§ **Problem requirements**:
Exact copies of all entries are needed. Pictures are to be left out.

§ **Material provided**:
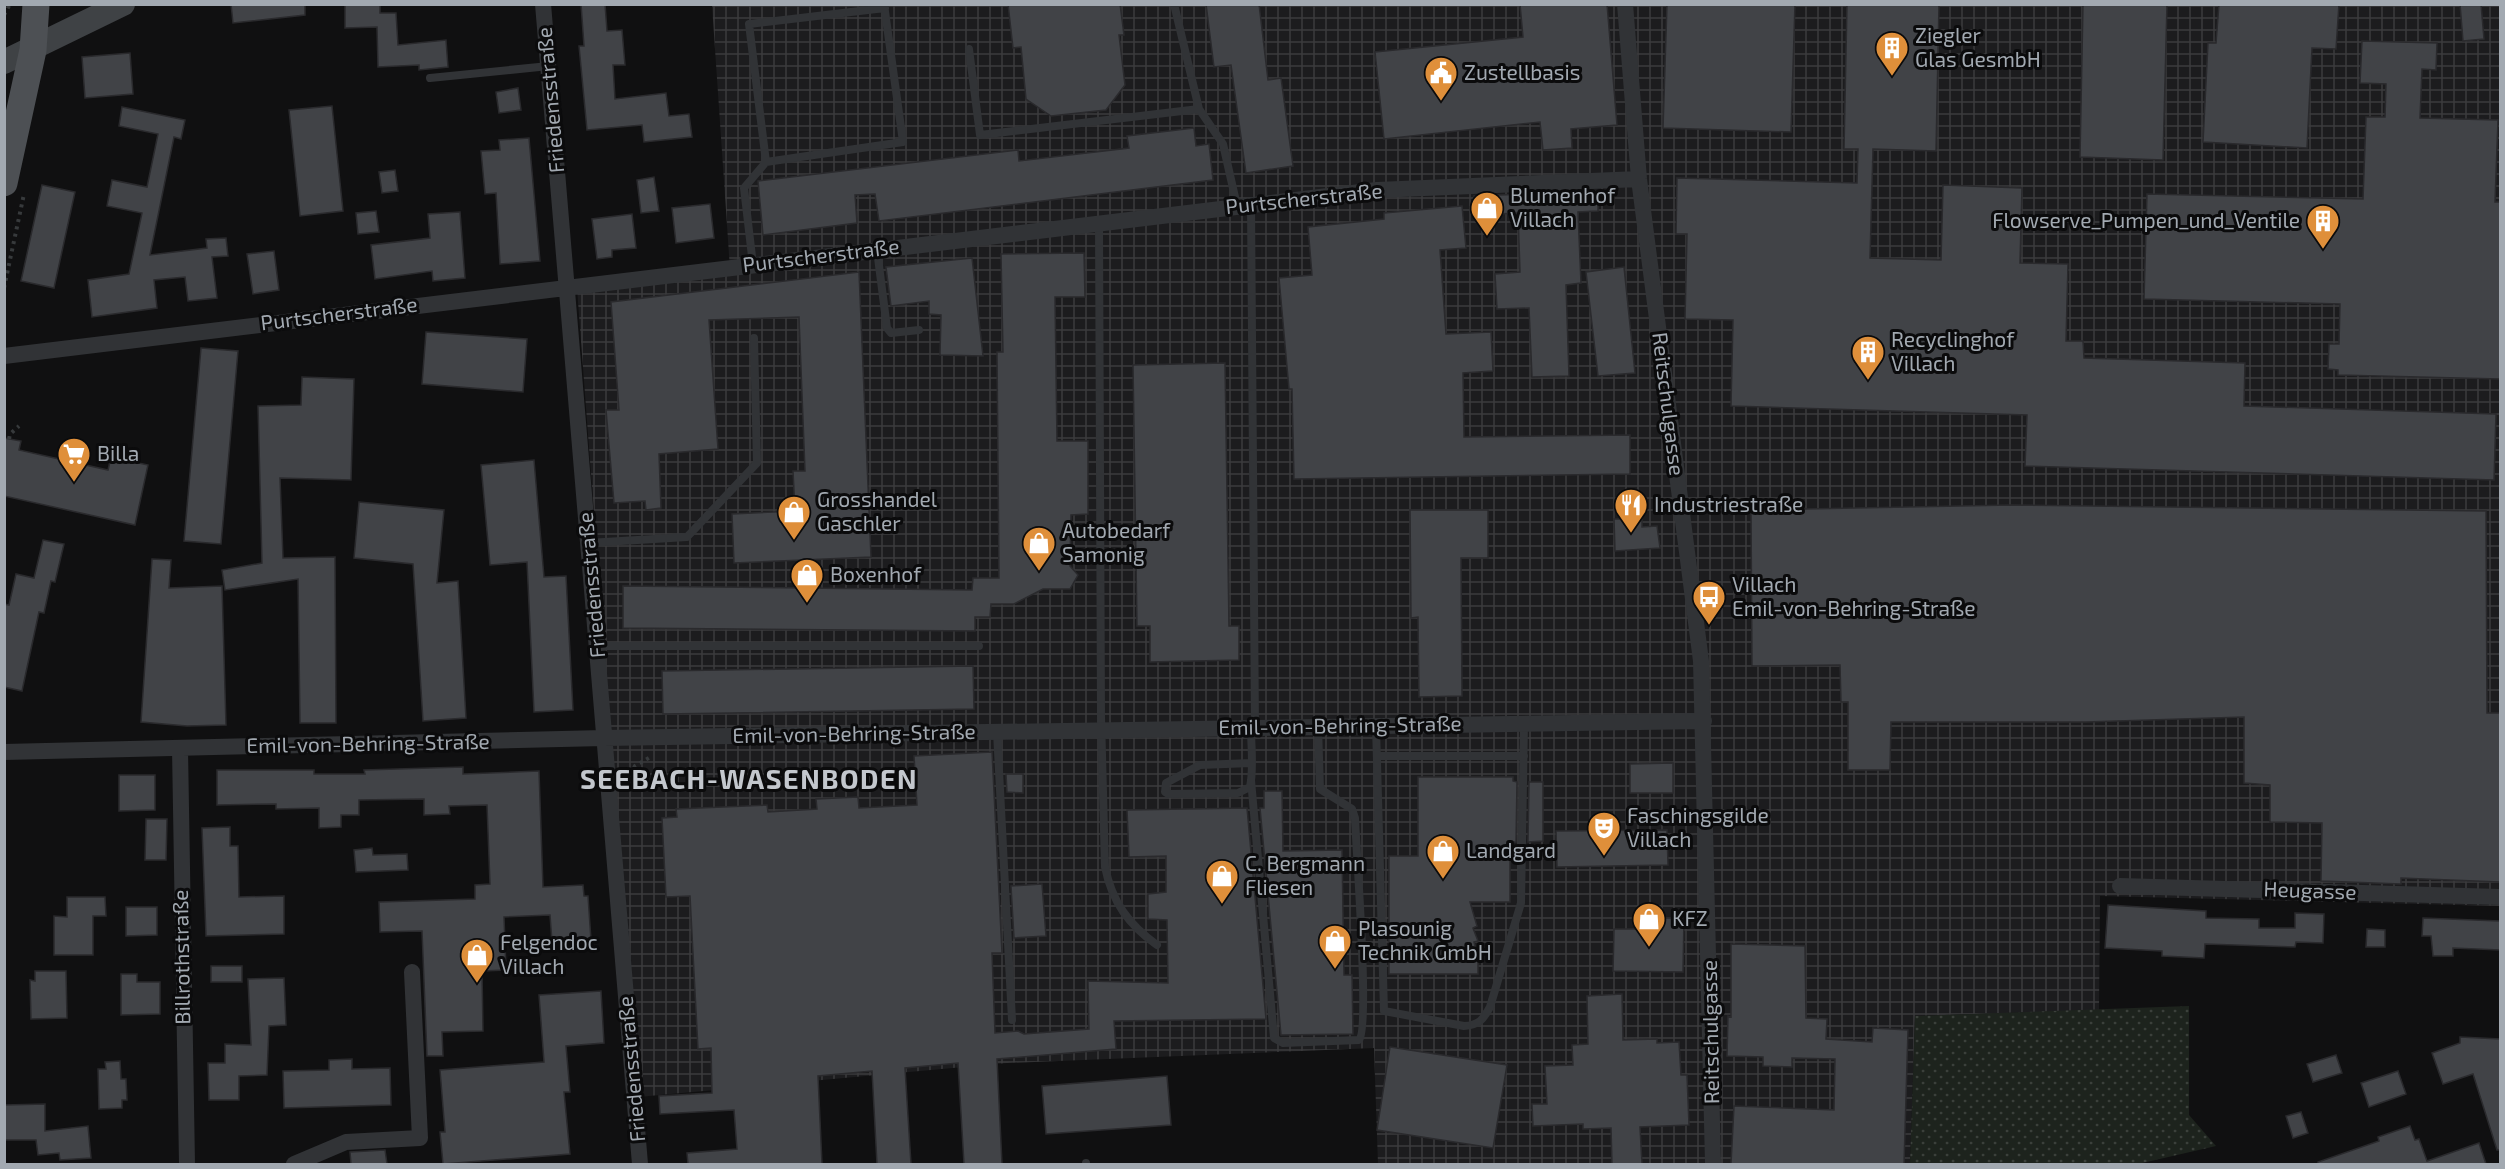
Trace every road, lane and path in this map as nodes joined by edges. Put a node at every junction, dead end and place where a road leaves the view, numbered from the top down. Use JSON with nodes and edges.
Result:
{"nodes":[{"id":1,"x":10,"y":4,"type":"edge"},
{"id":2,"x":36,"y":4,"type":"edge"},
{"id":3,"x":123,"y":4,"type":"edge"},
{"id":4,"x":543,"y":4,"type":"edge"},
{"id":5,"x":1174,"y":4,"type":"edge"},
{"id":6,"x":1625,"y":4,"type":"edge"},
{"id":7,"x":885,"y":6,"type":"edge"},
{"id":8,"x":4,"y":15,"type":"edge"},
{"id":9,"x":969,"y":49,"type":"dead end"},
{"id":10,"x":33,"y":50,"type":"junction"},
{"id":11,"x":4,"y":62,"type":"edge"},
{"id":12,"x":549,"y":66,"type":"junction"},
{"id":13,"x":430,"y":78,"type":"dead end"},
{"id":14,"x":1199,"y":109,"type":"junction"},
{"id":15,"x":766,"y":162,"type":"junction"},
{"id":16,"x":1640,"y":180,"type":"junction"},
{"id":17,"x":15,"y":186,"type":"edge"},
{"id":18,"x":1244,"y":205,"type":"junction"},
{"id":19,"x":1099,"y":223,"type":"junction"},
{"id":20,"x":877,"y":250,"type":"junction"},
{"id":21,"x":753,"y":265,"type":"junction"},
{"id":22,"x":4,"y":288,"type":"edge"},
{"id":23,"x":567,"y":288,"type":"junction"},
{"id":24,"x":919,"y":330,"type":"dead end"},
{"id":25,"x":754,"y":338,"type":"dead end"},
{"id":26,"x":4,"y":356,"type":"edge"},
{"id":27,"x":19,"y":426,"type":"dead end"},
{"id":28,"x":8,"y":435,"type":"edge"},
{"id":29,"x":588,"y":543,"type":"junction"},
{"id":30,"x":597,"y":646,"type":"junction"},
{"id":31,"x":979,"y":646,"type":"dead end"},
{"id":32,"x":1704,"y":721,"type":"junction"},
{"id":33,"x":1524,"y":723,"type":"junction"},
{"id":34,"x":1318,"y":726,"type":"junction"},
{"id":35,"x":1376,"y":726,"type":"junction"},
{"id":36,"x":1253,"y":728,"type":"junction"},
{"id":37,"x":1101,"y":730,"type":"junction"},
{"id":38,"x":997,"y":732,"type":"junction"},
{"id":39,"x":604,"y":738,"type":"junction"},
{"id":40,"x":180,"y":749,"type":"junction"},
{"id":41,"x":4,"y":752,"type":"edge"},
{"id":42,"x":656,"y":755,"type":"dead end"},
{"id":43,"x":1377,"y":756,"type":"junction"},
{"id":44,"x":1524,"y":756,"type":"junction"},
{"id":45,"x":1251,"y":763,"type":"junction"},
{"id":46,"x":1251,"y":780,"type":"junction"},
{"id":47,"x":626,"y":788,"type":"dead end"},
{"id":48,"x":2120,"y":886,"type":"dead end"},
{"id":49,"x":2500,"y":897,"type":"edge"},
{"id":50,"x":1157,"y":945,"type":"dead end"},
{"id":51,"x":412,"y":972,"type":"dead end"},
{"id":52,"x":1012,"y":1020,"type":"dead end"},
{"id":53,"x":187,"y":1164,"type":"edge"},
{"id":54,"x":294,"y":1164,"type":"edge"},
{"id":55,"x":640,"y":1164,"type":"edge"},
{"id":56,"x":1713,"y":1164,"type":"edge"}],
"edges":[{"from":1,"to":8,"type":"path"},
{"from":2,"to":10,"type":"main road"},
{"from":3,"to":10,"type":"street"},
{"from":4,"to":12,"type":"street","name":"Friedensstraße"},
{"from":5,"to":14,"type":"lane"},
{"from":6,"to":16,"type":"street","name":"Reitschulgasse"},
{"from":7,"to":15,"type":"lane"},
{"from":7,"to":15,"type":"lane"},
{"from":9,"to":14,"type":"lane"},
{"from":10,"to":11,"type":"street"},
{"from":10,"to":17,"type":"main road"},
{"from":12,"to":13,"type":"lane"},
{"from":12,"to":23,"type":"street","name":"Friedensstraße"},
{"from":14,"to":18,"type":"lane"},
{"from":15,"to":21,"type":"lane"},
{"from":16,"to":18,"type":"street","name":"Purtscherstraße"},
{"from":16,"to":32,"type":"street","name":"Reitschulgasse"},
{"from":17,"to":22,"type":"path"},
{"from":18,"to":19,"type":"street","name":"Purtscherstraße"},
{"from":18,"to":36,"type":"lane"},
{"from":19,"to":20,"type":"street","name":"Purtscherstraße"},
{"from":19,"to":37,"type":"lane"},
{"from":20,"to":21,"type":"street","name":"Purtscherstraße"},
{"from":20,"to":24,"type":"lane"},
{"from":21,"to":23,"type":"street","name":"Purtscherstraße"},
{"from":23,"to":26,"type":"street","name":"Purtscherstraße"},
{"from":23,"to":29,"type":"street","name":"Friedensstraße"},
{"from":25,"to":29,"type":"lane"},
{"from":27,"to":28,"type":"path"},
{"from":29,"to":30,"type":"street","name":"Friedensstraße"},
{"from":30,"to":31,"type":"lane"},
{"from":30,"to":39,"type":"street","name":"Friedensstraße"},
{"from":32,"to":33,"type":"street","name":"Emil-von-Behring-Straße"},
{"from":32,"to":56,"type":"street","name":"Reitschulgasse"},
{"from":33,"to":35,"type":"street","name":"Emil-von-Behring-Straße"},
{"from":33,"to":44,"type":"lane"},
{"from":34,"to":35,"type":"street","name":"Emil-von-Behring-Straße"},
{"from":34,"to":36,"type":"street","name":"Emil-von-Behring-Straße"},
{"from":34,"to":46,"type":"lane"},
{"from":35,"to":43,"type":"lane"},
{"from":36,"to":37,"type":"street","name":"Emil-von-Behring-Straße"},
{"from":36,"to":45,"type":"lane"},
{"from":37,"to":38,"type":"street","name":"Emil-von-Behring-Straße"},
{"from":37,"to":50,"type":"lane"},
{"from":38,"to":39,"type":"street","name":"Emil-von-Behring-Straße"},
{"from":38,"to":52,"type":"lane"},
{"from":39,"to":40,"type":"street","name":"Emil-von-Behring-Straße"},
{"from":39,"to":55,"type":"street","name":"Friedensstraße"},
{"from":40,"to":41,"type":"street","name":"Emil-von-Behring-Straße"},
{"from":40,"to":53,"type":"street","name":"Billrothstraße"},
{"from":42,"to":47,"type":"path"},
{"from":43,"to":44,"type":"lane"},
{"from":43,"to":44,"type":"lane"},
{"from":45,"to":46,"type":"lane"},
{"from":45,"to":46,"type":"lane"},
{"from":48,"to":49,"type":"street","name":"Heugasse"},
{"from":51,"to":54,"type":"street"}]}
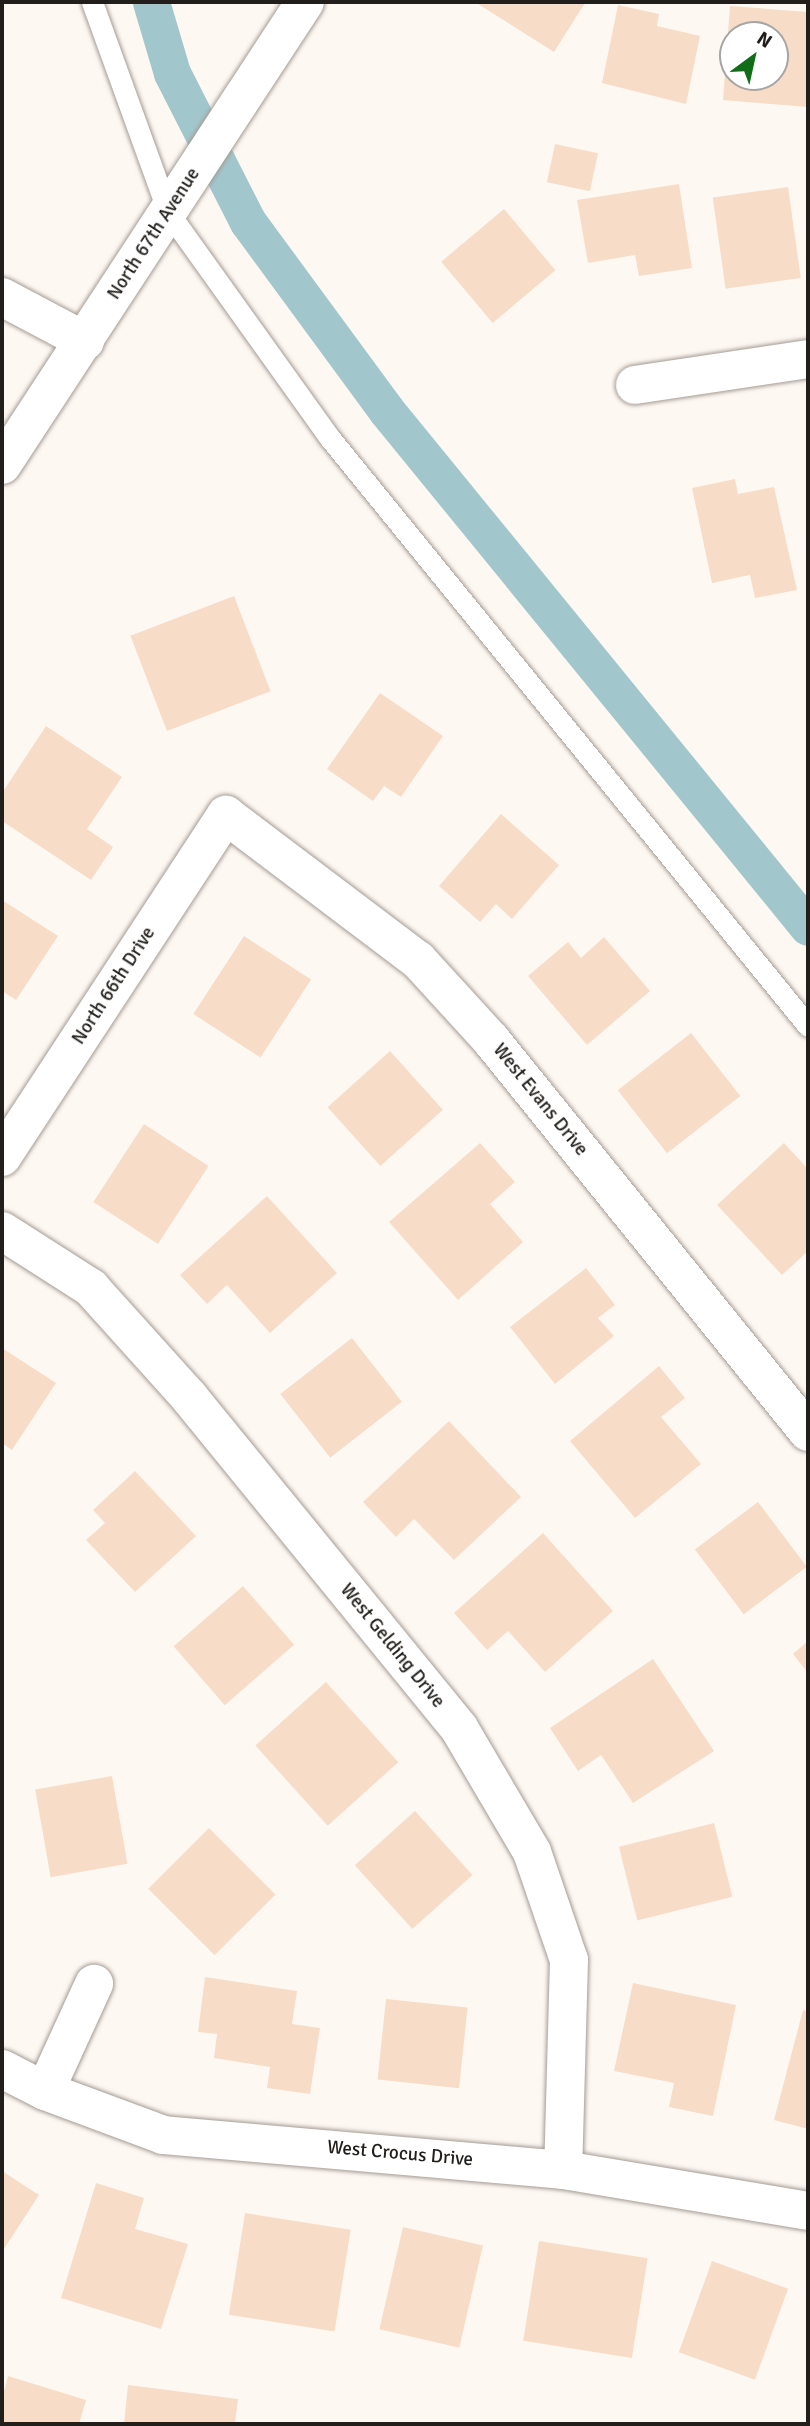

§ **Response**:
Trace every road, lane and path in this map as nodes joined by edges. Put a node at every junction, dead end and place where a road leaves the view, numbered from the top down. Use JSON with nodes and edges.
Result:
{"nodes":[{"id":1,"x":10,"y":4,"type":"edge"},
{"id":2,"x":36,"y":4,"type":"edge"},
{"id":3,"x":123,"y":4,"type":"edge"},
{"id":4,"x":543,"y":4,"type":"edge"},
{"id":5,"x":1174,"y":4,"type":"edge"},
{"id":6,"x":1625,"y":4,"type":"edge"},
{"id":7,"x":885,"y":6,"type":"edge"},
{"id":8,"x":4,"y":15,"type":"edge"},
{"id":9,"x":969,"y":49,"type":"dead end"},
{"id":10,"x":33,"y":50,"type":"junction"},
{"id":11,"x":4,"y":62,"type":"edge"},
{"id":12,"x":549,"y":66,"type":"junction"},
{"id":13,"x":430,"y":78,"type":"dead end"},
{"id":14,"x":1199,"y":109,"type":"junction"},
{"id":15,"x":766,"y":162,"type":"junction"},
{"id":16,"x":1640,"y":180,"type":"junction"},
{"id":17,"x":15,"y":186,"type":"edge"},
{"id":18,"x":1244,"y":205,"type":"junction"},
{"id":19,"x":1099,"y":223,"type":"junction"},
{"id":20,"x":877,"y":250,"type":"junction"},
{"id":21,"x":753,"y":265,"type":"junction"},
{"id":22,"x":4,"y":288,"type":"edge"},
{"id":23,"x":567,"y":288,"type":"junction"},
{"id":24,"x":919,"y":330,"type":"dead end"},
{"id":25,"x":754,"y":338,"type":"dead end"},
{"id":26,"x":4,"y":356,"type":"edge"},
{"id":27,"x":19,"y":426,"type":"dead end"},
{"id":28,"x":8,"y":435,"type":"edge"},
{"id":29,"x":588,"y":543,"type":"junction"},
{"id":30,"x":597,"y":646,"type":"junction"},
{"id":31,"x":979,"y":646,"type":"dead end"},
{"id":32,"x":1704,"y":721,"type":"junction"},
{"id":33,"x":1524,"y":723,"type":"junction"},
{"id":34,"x":1318,"y":726,"type":"junction"},
{"id":35,"x":1376,"y":726,"type":"junction"},
{"id":36,"x":1253,"y":728,"type":"junction"},
{"id":37,"x":1101,"y":730,"type":"junction"},
{"id":38,"x":997,"y":732,"type":"junction"},
{"id":39,"x":604,"y":738,"type":"junction"},
{"id":40,"x":180,"y":749,"type":"junction"},
{"id":41,"x":4,"y":752,"type":"edge"},
{"id":42,"x":656,"y":755,"type":"dead end"},
{"id":43,"x":1377,"y":756,"type":"junction"},
{"id":44,"x":1524,"y":756,"type":"junction"},
{"id":45,"x":1251,"y":763,"type":"junction"},
{"id":46,"x":1251,"y":780,"type":"junction"},
{"id":47,"x":626,"y":788,"type":"dead end"},
{"id":48,"x":2120,"y":886,"type":"dead end"},
{"id":49,"x":2500,"y":897,"type":"edge"},
{"id":50,"x":1157,"y":945,"type":"dead end"},
{"id":51,"x":412,"y":972,"type":"dead end"},
{"id":52,"x":1012,"y":1020,"type":"dead end"},
{"id":53,"x":187,"y":1164,"type":"edge"},
{"id":54,"x":294,"y":1164,"type":"edge"},
{"id":55,"x":640,"y":1164,"type":"edge"},
{"id":56,"x":1713,"y":1164,"type":"edge"}],
"edges":[{"from":1,"to":8,"type":"path"},
{"from":2,"to":10,"type":"main road"},
{"from":3,"to":10,"type":"street"},
{"from":4,"to":12,"type":"street","name":"Friedensstraße"},
{"from":5,"to":14,"type":"lane"},
{"from":6,"to":16,"type":"street","name":"Reitschulgasse"},
{"from":7,"to":15,"type":"lane"},
{"from":7,"to":15,"type":"lane"},
{"from":9,"to":14,"type":"lane"},
{"from":10,"to":11,"type":"street"},
{"from":10,"to":17,"type":"main road"},
{"from":12,"to":13,"type":"lane"},
{"from":12,"to":23,"type":"street","name":"Friedensstraße"},
{"from":14,"to":18,"type":"lane"},
{"from":15,"to":21,"type":"lane"},
{"from":16,"to":18,"type":"street","name":"Purtscherstraße"},
{"from":16,"to":32,"type":"street","name":"Reitschulgasse"},
{"from":17,"to":22,"type":"path"},
{"from":18,"to":19,"type":"street","name":"Purtscherstraße"},
{"from":18,"to":36,"type":"lane"},
{"from":19,"to":20,"type":"street","name":"Purtscherstraße"},
{"from":19,"to":37,"type":"lane"},
{"from":20,"to":21,"type":"street","name":"Purtscherstraße"},
{"from":20,"to":24,"type":"lane"},
{"from":21,"to":23,"type":"street","name":"Purtscherstraße"},
{"from":23,"to":26,"type":"street","name":"Purtscherstraße"},
{"from":23,"to":29,"type":"street","name":"Friedensstraße"},
{"from":25,"to":29,"type":"lane"},
{"from":27,"to":28,"type":"path"},
{"from":29,"to":30,"type":"street","name":"Friedensstraße"},
{"from":30,"to":31,"type":"lane"},
{"from":30,"to":39,"type":"street","name":"Friedensstraße"},
{"from":32,"to":33,"type":"street","name":"Emil-von-Behring-Straße"},
{"from":32,"to":56,"type":"street","name":"Reitschulgasse"},
{"from":33,"to":35,"type":"street","name":"Emil-von-Behring-Straße"},
{"from":33,"to":44,"type":"lane"},
{"from":34,"to":35,"type":"street","name":"Emil-von-Behring-Straße"},
{"from":34,"to":36,"type":"street","name":"Emil-von-Behring-Straße"},
{"from":34,"to":46,"type":"lane"},
{"from":35,"to":43,"type":"lane"},
{"from":36,"to":37,"type":"street","name":"Emil-von-Behring-Straße"},
{"from":36,"to":45,"type":"lane"},
{"from":37,"to":38,"type":"street","name":"Emil-von-Behring-Straße"},
{"from":37,"to":50,"type":"lane"},
{"from":38,"to":39,"type":"street","name":"Emil-von-Behring-Straße"},
{"from":38,"to":52,"type":"lane"},
{"from":39,"to":40,"type":"street","name":"Emil-von-Behring-Straße"},
{"from":39,"to":55,"type":"street","name":"Friedensstraße"},
{"from":40,"to":41,"type":"street","name":"Emil-von-Behring-Straße"},
{"from":40,"to":53,"type":"street","name":"Billrothstraße"},
{"from":42,"to":47,"type":"path"},
{"from":43,"to":44,"type":"lane"},
{"from":43,"to":44,"type":"lane"},
{"from":45,"to":46,"type":"lane"},
{"from":45,"to":46,"type":"lane"},
{"from":48,"to":49,"type":"street","name":"Heugasse"},
{"from":51,"to":54,"type":"street"}]}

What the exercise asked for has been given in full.